Le statut de cadre supérieur en droit du travail

Participant à des tâches de direction, le cadre supérieur occupe une place à part au sein de l’entreprise et dispose de ce fait d’un statut particulier. L’attribution de ce statut induit d’importantes conséquences en termes de droits du salarié.

Qui peut être considéré comme cadre supérieur ?

Plusieurs conditions doivent être remplies pour que le salarié soit considéré comme un cadre supérieur.

Critère lié à la rémunération

En premier lieu, le cadre supérieur doit disposer d’un salaire nettement plus élevé que celui des autres salariés.

L’évaluation du caractère nettement plus élevé du salaire se fait par référence à la rémunération globale annuelle du salarié et prend en considération toutes les primes et prestations en numéraire ou en nature (telle qu’une voiture de fonction) qui viennent s’ajouter au salaire mensuel.

Cette rémunération doit également tenir compte du temps que met le salarié à effectuer l’ensemble de ses fonctions.

Critère lié aux fonctions

Pour être considéré comme un cadre supérieur, le salarié doit exercer une fonction d’autorité sur d’autres salariés, mais ce critère à lui seul ne permet pas d’obtenir la qualification de cadre supérieur.

Peut aussi être considéré comme cadre supérieur le salarié qui est en charge de manière relativement autonome d’un domaine de responsabilités ou d’un département, qu’il ait des personnes sous ses ordres ou non.

Par ailleurs, les fonctions du cadre impliquent une large indépendance de ce dernier dans l’organisation de son travail ainsi qu’une flexibilité importante dans les horaires de travail (dispense de pointage).

Acquisition du statut de cadre supérieur

Le statut de cadre supérieur doit en principe avoir été prévu entre l’employeur et le salarié lors de la conclusion du contrat de travail.

Il se peut également que le salarié puisse obtenir le statut de cadre supérieur lors d’une promotion, auquel cas un avenant au contrat de travail suffit pour se voir accorder le nouveau statut de cadre supérieur.
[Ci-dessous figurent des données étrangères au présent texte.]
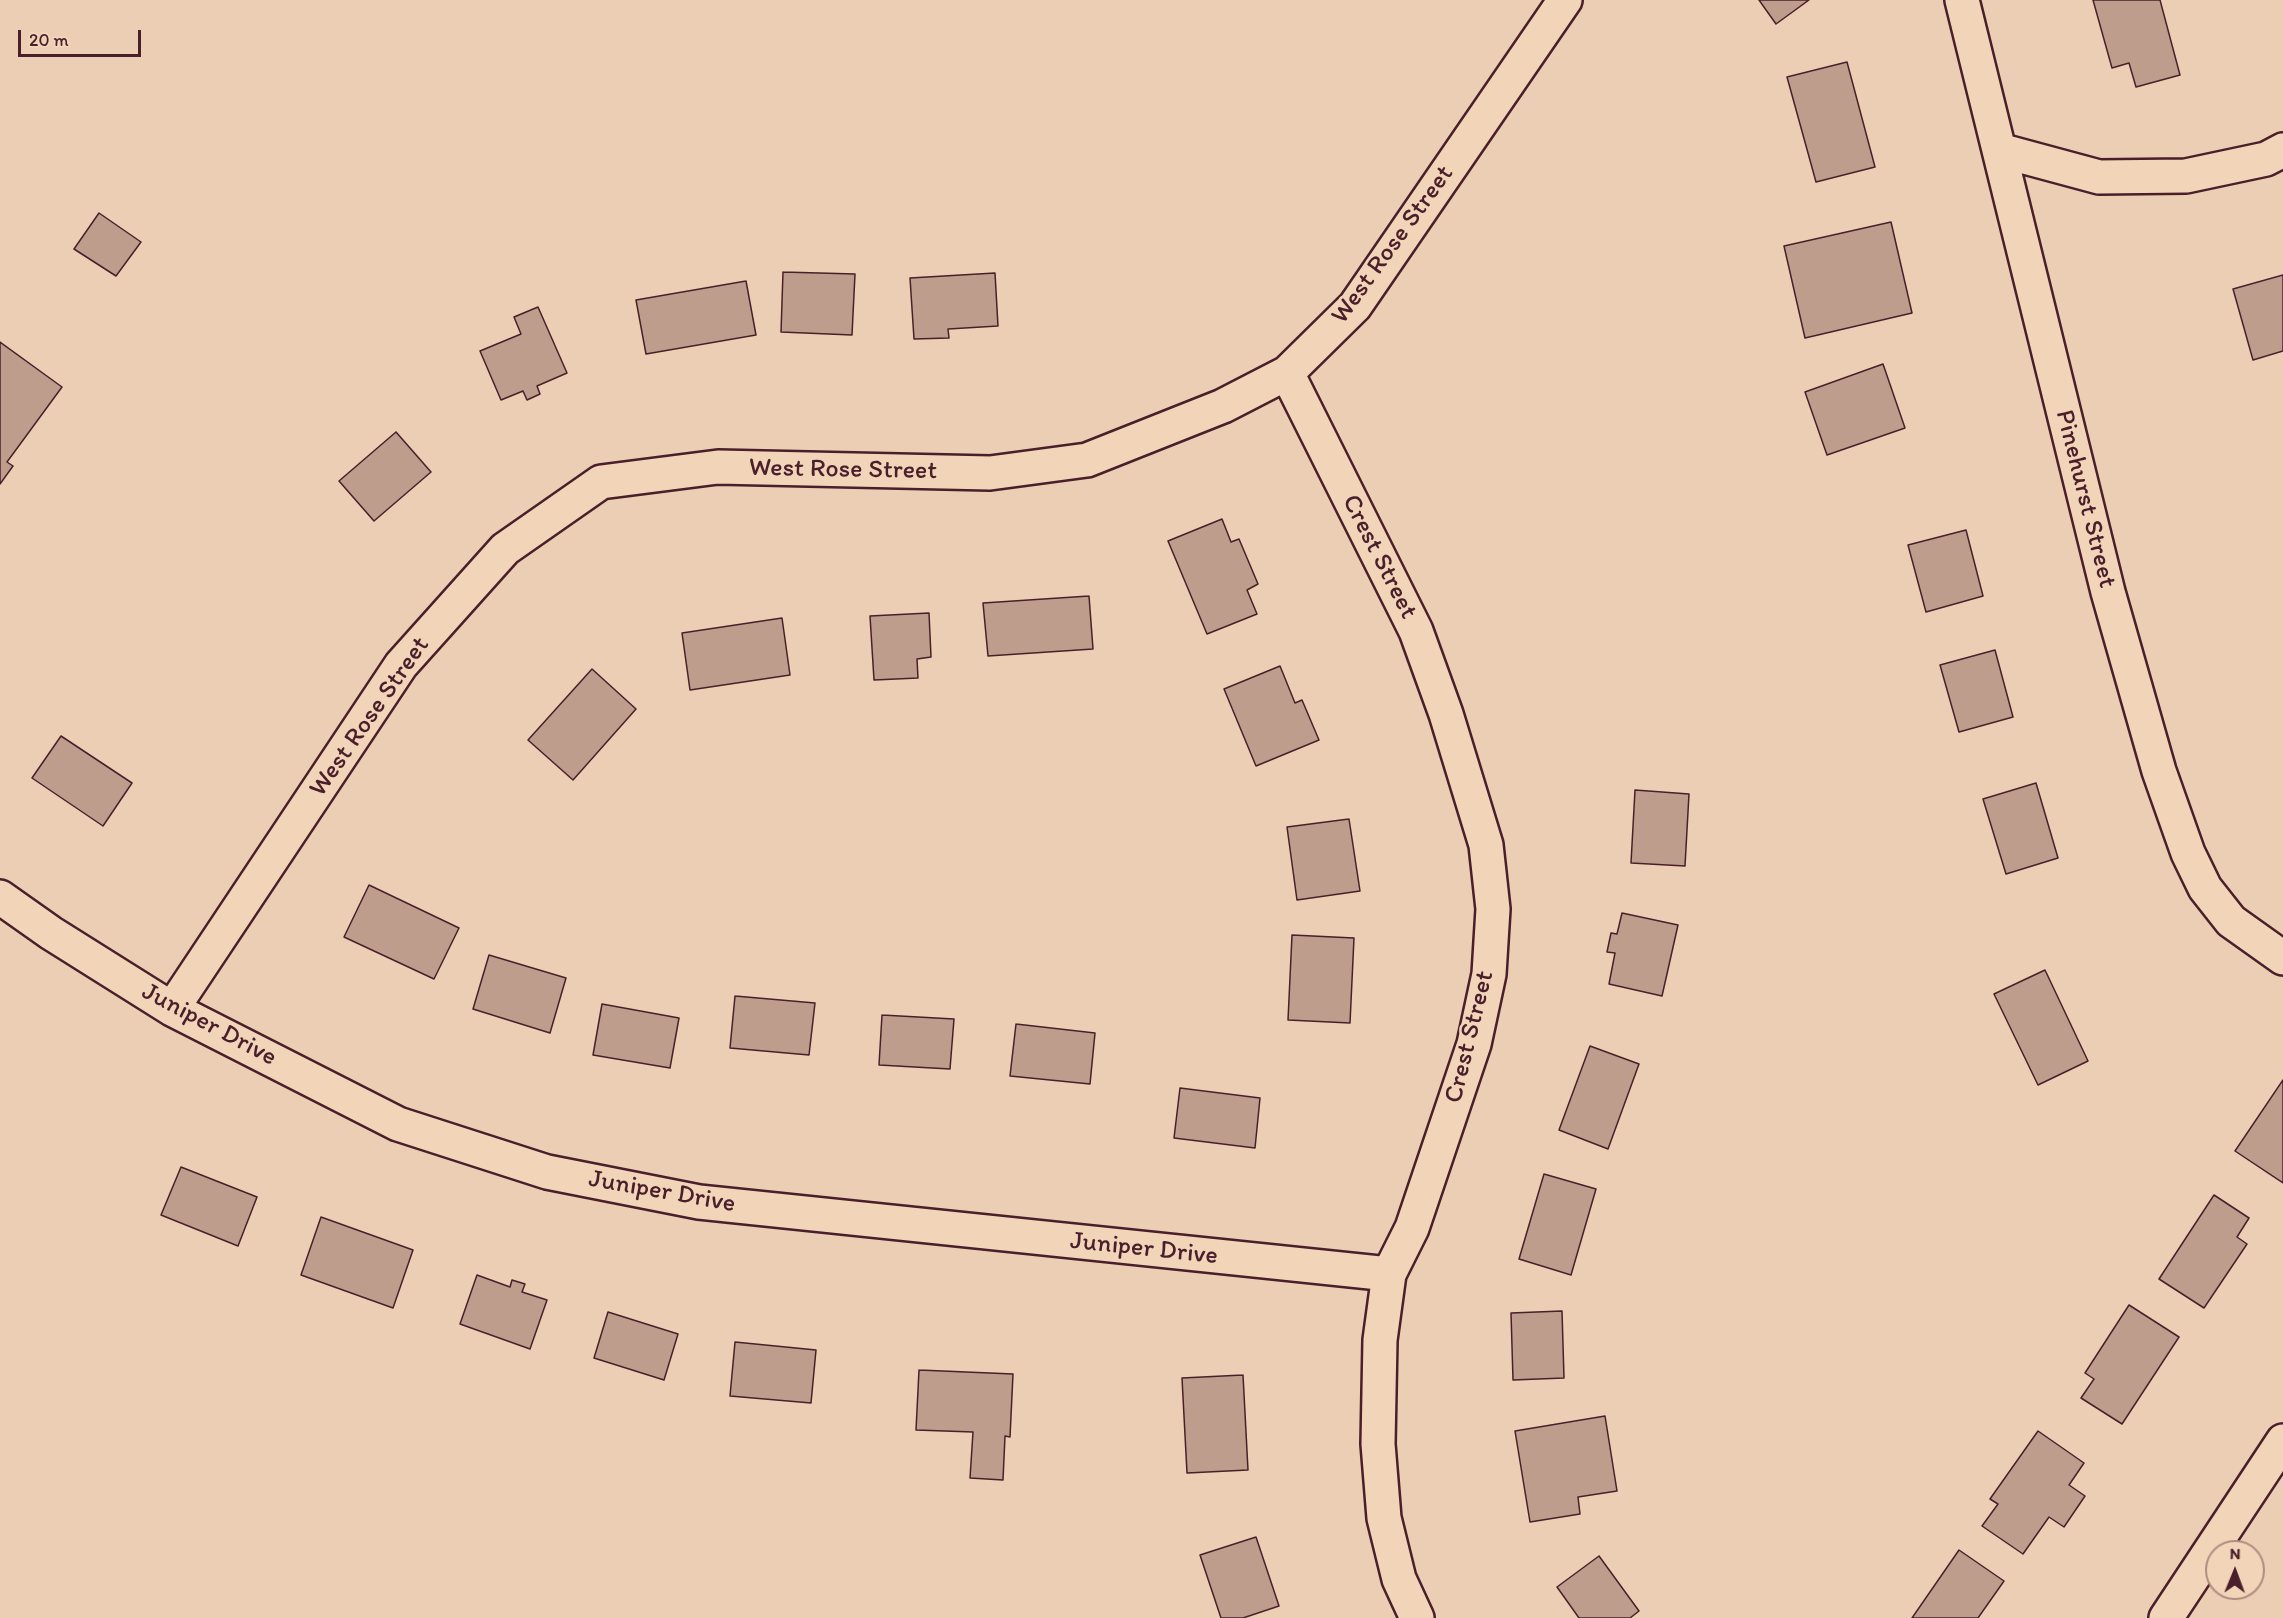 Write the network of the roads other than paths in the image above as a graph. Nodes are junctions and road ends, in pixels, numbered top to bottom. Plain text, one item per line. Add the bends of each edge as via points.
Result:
1 (1565, 0) edge
2 (1962, 0) edge
3 (1999, 150) junction
4 (2283, 150) edge
5 (1287, 373) junction
6 (0, 897) edge
7 (2283, 958) edge
8 (172, 1009) junction
9 (1389, 1274) junction
10 (2283, 1442) edge
11 (1417, 1618) edge
12 (2166, 1618) edge

1 - 5 street, West Rose Street via 1355,306
2 - 3 street, Pinehurst Street
3 - 4 street via 2099,177 2186,176 2265,159
3 - 7 street, Pinehurst Street via 2108,592 2159,771 2188,853 2205,888 2230,921
5 - 8 street, West Rose Street via 1223,406 1087,460 990,473 718,467 601,482 505,549 400,664
5 - 9 street, Crest Street via 1416,631 1486,845 1493,909 1489,974 1474,1044 1412,1228
6 - 8 street, Juniper Drive
8 - 9 street, Juniper Drive via 398,1124 547,1172 699,1202
9 - 11 street, Crest Street via 1380,1340 1378,1444 1384,1518 1399,1579
10 - 12 street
Le statut de cadre supérieur peut aussi résulter implicitement des fonctions exercées de fait par le salarié.

Les conséquences du statut de cadre supérieur

Le cadre supérieur est en principe exclu du champ d’application de la convention collective applicable à l’entreprise. Il ne jouit donc pas des avantages qui peuvent y être prévus, comme par exemple un 13e mois, une prime de conjoncture ou encore les délais de préavis en cas de cessation du contrat.
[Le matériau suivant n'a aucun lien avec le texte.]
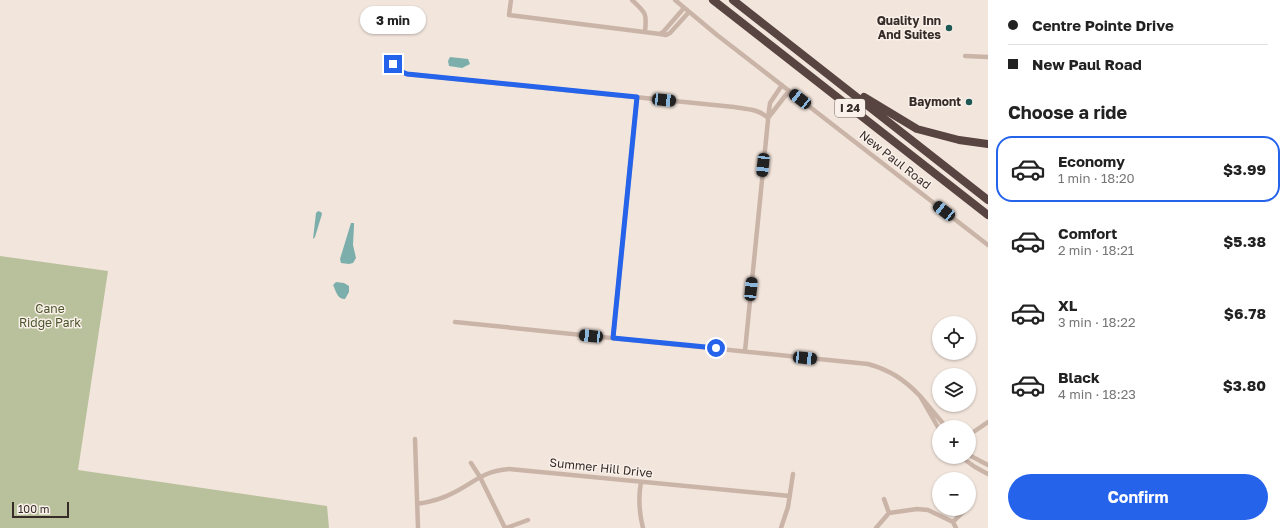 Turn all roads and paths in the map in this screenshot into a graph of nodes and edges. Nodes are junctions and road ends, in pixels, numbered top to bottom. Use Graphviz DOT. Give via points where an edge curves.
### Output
graph roads {
  1 [pos="511,0"];
  2 [pos="632,0"];
  3 [pos="675,0"];
  4 [pos="714,0"];
  5 [pos="733,0"];
  6 [pos="684,8"];
  7 [pos="689,12"];
  8 [pos="674,20"];
  9 [pos="678,24"];
  10 [pos="645,32"];
  11 [pos="660,34"];
  12 [pos="965,56"];
  13 [pos="988,57"];
  14 [pos="393,64"];
  15 [pos="822,70"];
  16 [pos="782,85"];
  17 [pos="789,91"];
  18 [pos="637,97"];
  19 [pos="768,118"];
  20 [pos="988,144"];
  21 [pos="988,200"];
  22 [pos="988,215"];
  23 [pos="988,245"];
  24 [pos="455,322"];
  25 [pos="613,338"];
  26 [pos="745,351"];
  27 [pos="920,396"];
  28 [pos="933,420"];
  29 [pos="940,420"];
  30 [pos="988,422"];
  31 [pos="976,430"];
  32 [pos="415,439"];
  33 [pos="976,459"];
  34 [pos="471,463"];
  35 [pos="971,464"];
  36 [pos="988,465"];
  37 [pos="793,474"];
  38 [pos="988,474"];
  39 [pos="480,477"];
  40 [pos="640,482"];
  41 [pos="790,496"];
  42 [pos="884,498"];
  43 [pos="417,504"];
  44 [pos="889,513"];
  45 [pos="959,516"];
  46 [pos="528,520"];
  47 [pos="953,522"];
  48 [pos="418,528"];
  49 [pos="506,528"];
  50 [pos="643,528"];
  51 [pos="781,528"];
  52 [pos="876,528"];
  53 [pos="956,528"];
  1 -- 10 [label="street" via="509,15"];
  2 -- 10 [label="street" via="646,14"];
  3 -- 6 [label="street, New Paul Road"];
  4 -- 22 [label="highway, I 24"];
  5 -- 15 [label="highway, I 24"];
  6 -- 7 [label="street, New Paul Road"];
  6 -- 8 [label="street"];
  7 -- 9 [label="street"];
  7 -- 16 [label="street, New Paul Road"];
  8 -- 9 [label="street"];
  8 -- 11 [label="street"];
  9 -- 11 [label="street" via="668,34"];
  10 -- 11 [label="street"];
  12 -- 13 [label="street"];
  14 -- 18 [label="street" via="407,74"];
  15 -- 20 [label="highway" via="917,129 959,140"];
  15 -- 21 [label="highway, I 24"];
  16 -- 17 [label="street, New Paul Road"];
  16 -- 19 [label="street" via="770,103"];
  17 -- 19 [label="street"];
  17 -- 23 [label="street, New Paul Road"];
  18 -- 19 [label="street" via="740,108 759,112"];
  18 -- 25 [label="street"];
  19 -- 26 [label="street"];
  24 -- 25 [label="street"];
  25 -- 26 [label="street"];
  26 -- 27 [label="street" via="863,363 885,369 899,377"];
  27 -- 28 [label="street"];
  27 -- 29 [label="street"];
  30 -- 31 [label="street"];
  32 -- 43 [label="street"];
  33 -- 36 [label="street"];
  34 -- 39 [label="street"];
  35 -- 38 [label="street"];
  37 -- 41 [label="street"];
  39 -- 40 [label="street, Summer Hill Drive" via="497,470 509,469"];
  39 -- 43 [label="street, Summer Hill Drive" via="440,499"];
  39 -- 49 [label="street"];
  40 -- 41 [label="street, Summer Hill Drive"];
  40 -- 50 [label="street" via="639,508"];
  41 -- 51 [label="street"];
  42 -- 44 [label="street"];
  43 -- 48 [label="street"];
  44 -- 47 [label="street" via="928,510"];
  44 -- 52 [label="street"];
  45 -- 47 [label="street"];
  46 -- 49 [label="street"];
  47 -- 53 [label="street"];
}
De manière tout à fait exceptionnelle, les cadres supérieurs ne sont pas non plus soumis aux règles sur la durée du travail, ni aux règles sur le repos hebdomadaire des salariés dès lors que leur présence est indispensable pour assurer le fonctionnement de l’entreprise. Ils bénéficient toutefois des jours fériés légaux prévus par la loi, ainsi que du congé annuel légal.

A contrario, un salarié, qui n’est pas irremplaçable compte tenu de la spécificité des tâches qu’il occupe, doit pouvoir bénéficier du repos dominical ainsi que des dispositions légales en matière de durée du travail. La journée de travail ne saurait dès lors excéder dix heures par jour, ni quarante-huit heures par semaine.

En revanche, qu’ils soient indispensables ou non pour assurer le bon fonctionnement de l’entreprise, les cadres supérieurs ne peuvent pas bénéficier de la législation sur les heures supplémentaires, à savoir le paiement des heures supplémentaires ou la compensation de celles-ci.

Limites du statut de cadre supérieur

Le salarié qui ne remplit pas la condition de salaire nécessaire ainsi que les conditions d’autonomie et de pouvoir de direction ne saurait être considéré comme cadre supérieur, même avec son accord ou à sa demande, et même si cela est stipulé dans le contrat.

Les salariés qui ne tombent pas dans la définition de cadre supérieur, bénéficient des avantages de la convention collective et des dispositions légales sur la durée du travail.

Les clauses du contrat de travail ou de la convention collective qui vont à l’encontre de cette règle encourent la nullité d’ordre public.